Information provided.

[Start of section]

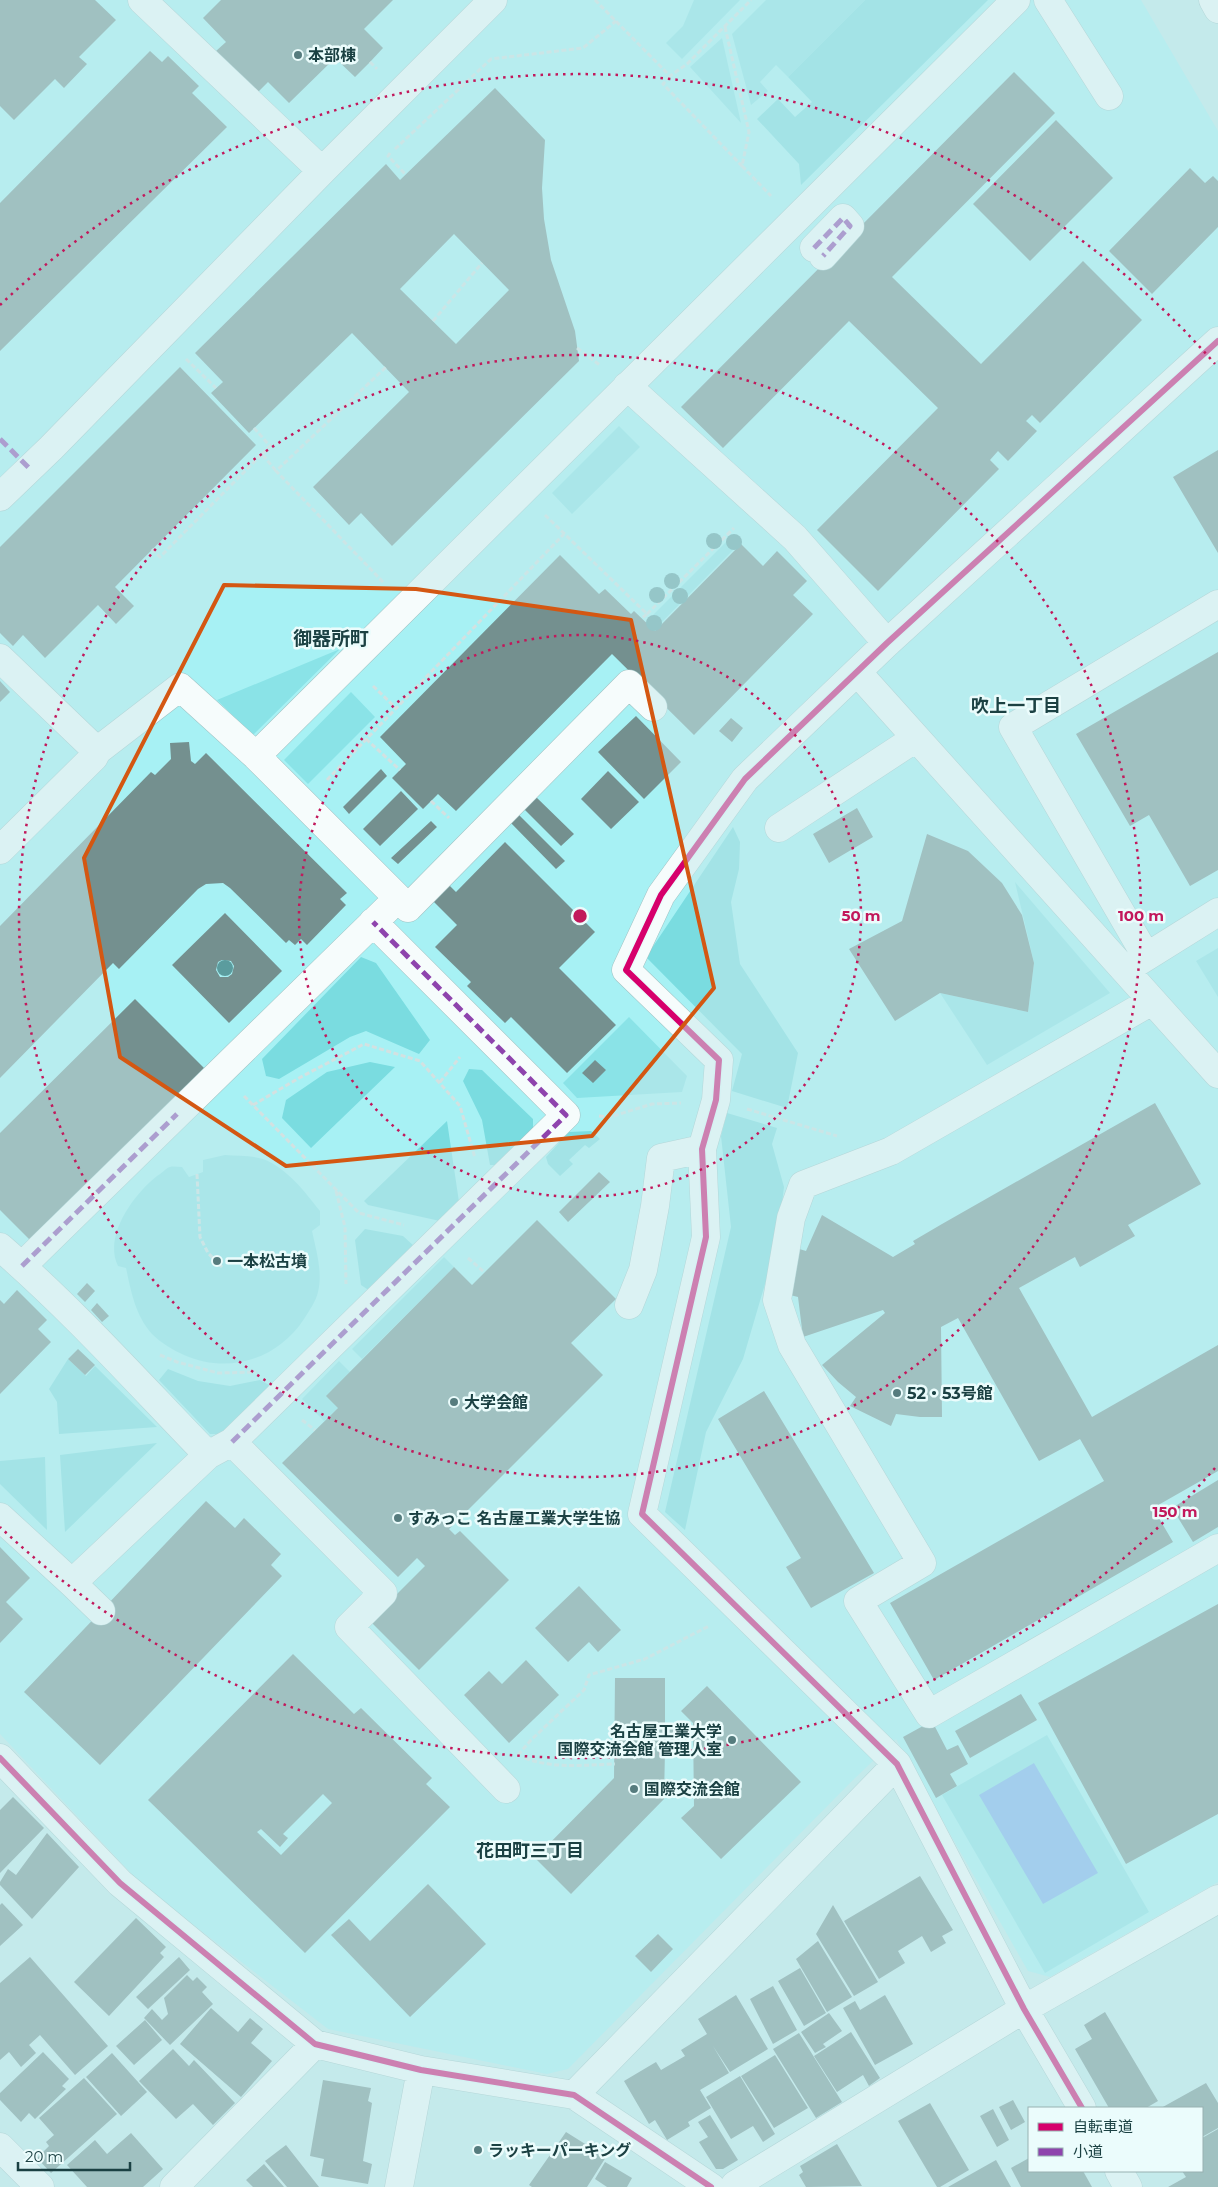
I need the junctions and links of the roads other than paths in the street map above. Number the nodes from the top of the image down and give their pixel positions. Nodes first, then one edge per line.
1 (142, 0) edge
2 (493, 0) edge
3 (1016, 0) edge
4 (1048, 0) edge
5 (1213, 0) edge
6 (1218, 9) edge
7 (1109, 96) dead end
8 (322, 171) junction
9 (1218, 341) edge
10 (627, 386) junction
11 (0, 498) edge
12 (1218, 604) edge
13 (887, 643) junction
14 (0, 658) edge
15 (858, 673) junction
16 (653, 707) dead end
17 (916, 738) junction
18 (97, 750) junction
19 (256, 756) junction
20 (779, 828) dead end
21 (0, 850) edge
22 (398, 898) junction
23 (1218, 912) edge
24 (373, 922) junction
25 (1136, 963) junction
26 (1152, 1001) junction
27 (1218, 1074) edge
28 (702, 1149) junction
29 (0, 1247) edge
30 (22, 1266) junction
31 (629, 1305) dead end
32 (232, 1442) junction
33 (208, 1455) junction
34 (0, 1517) edge
35 (1218, 1548) edge
36 (72, 1583) junction
37 (101, 1611) dead end
38 (0, 1758) edge
39 (897, 1764) junction
40 (506, 1789) dead end
41 (1218, 1899) edge
42 (1024, 2009) junction
43 (315, 2044) junction
44 (422, 2070) junction
45 (574, 2095) junction
46 (1081, 2107) edge
47 (0, 2147) edge
48 (1119, 2172) edge
49 (40, 2187) edge
50 (174, 2187) edge
51 (399, 2187) edge
52 (725, 2187) edge
53 (1128, 2187) edge

1 - 8 street
2 - 8 street
3 - 10 street
4 - 7 street
5 - 6 street
8 - 11 street
9 - 13 street
10 - 13 street
10 - 19 street
12 - 25 street
13 - 15 street
14 - 18 street
15 - 17 street
15 - 28 street
16 - 22 street
17 - 20 street
17 - 25 street
18 - 19 street
18 - 21 street
19 - 22 street
22 - 24 street
23 - 25 street
24 - 30 street
24 - 32 street
25 - 26 street
26 - 27 street
26 - 35 street
28 - 31 street
28 - 39 street
29 - 30 street
30 - 33 street
32 - 33 street
32 - 40 street
33 - 36 street
34 - 36 street
36 - 37 street
38 - 43 street
39 - 42 street
39 - 45 street
41 - 42 street
42 - 46 street
42 - 52 street
43 - 44 street
43 - 50 street
44 - 45 street
44 - 51 street
45 - 52 street
47 - 49 street
48 - 53 street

[End of section]

What you will do. Reproduce the full listing above verbatim, with no pictures included.

Output.
I need the junctions and links of the roads other than paths in the street map above. Number the nodes from the top of the image down and give their pixel positions. Nodes first, then one edge per line.
1 (142, 0) edge
2 (493, 0) edge
3 (1016, 0) edge
4 (1048, 0) edge
5 (1213, 0) edge
6 (1218, 9) edge
7 (1109, 96) dead end
8 (322, 171) junction
9 (1218, 341) edge
10 (627, 386) junction
11 (0, 498) edge
12 (1218, 604) edge
13 (887, 643) junction
14 (0, 658) edge
15 (858, 673) junction
16 (653, 707) dead end
17 (916, 738) junction
18 (97, 750) junction
19 (256, 756) junction
20 (779, 828) dead end
21 (0, 850) edge
22 (398, 898) junction
23 (1218, 912) edge
24 (373, 922) junction
25 (1136, 963) junction
26 (1152, 1001) junction
27 (1218, 1074) edge
28 (702, 1149) junction
29 (0, 1247) edge
30 (22, 1266) junction
31 (629, 1305) dead end
32 (232, 1442) junction
33 (208, 1455) junction
34 (0, 1517) edge
35 (1218, 1548) edge
36 (72, 1583) junction
37 (101, 1611) dead end
38 (0, 1758) edge
39 (897, 1764) junction
40 (506, 1789) dead end
41 (1218, 1899) edge
42 (1024, 2009) junction
43 (315, 2044) junction
44 (422, 2070) junction
45 (574, 2095) junction
46 (1081, 2107) edge
47 (0, 2147) edge
48 (1119, 2172) edge
49 (40, 2187) edge
50 (174, 2187) edge
51 (399, 2187) edge
52 (725, 2187) edge
53 (1128, 2187) edge

1 - 8 street
2 - 8 street
3 - 10 street
4 - 7 street
5 - 6 street
8 - 11 street
9 - 13 street
10 - 13 street
10 - 19 street
12 - 25 street
13 - 15 street
14 - 18 street
15 - 17 street
15 - 28 street
16 - 22 street
17 - 20 street
17 - 25 street
18 - 19 street
18 - 21 street
19 - 22 street
22 - 24 street
23 - 25 street
24 - 30 street
24 - 32 street
25 - 26 street
26 - 27 street
26 - 35 street
28 - 31 street
28 - 39 street
29 - 30 street
30 - 33 street
32 - 33 street
32 - 40 street
33 - 36 street
34 - 36 street
36 - 37 street
38 - 43 street
39 - 42 street
39 - 45 street
41 - 42 street
42 - 46 street
42 - 52 street
43 - 44 street
43 - 50 street
44 - 45 street
44 - 51 street
45 - 52 street
47 - 49 street
48 - 53 street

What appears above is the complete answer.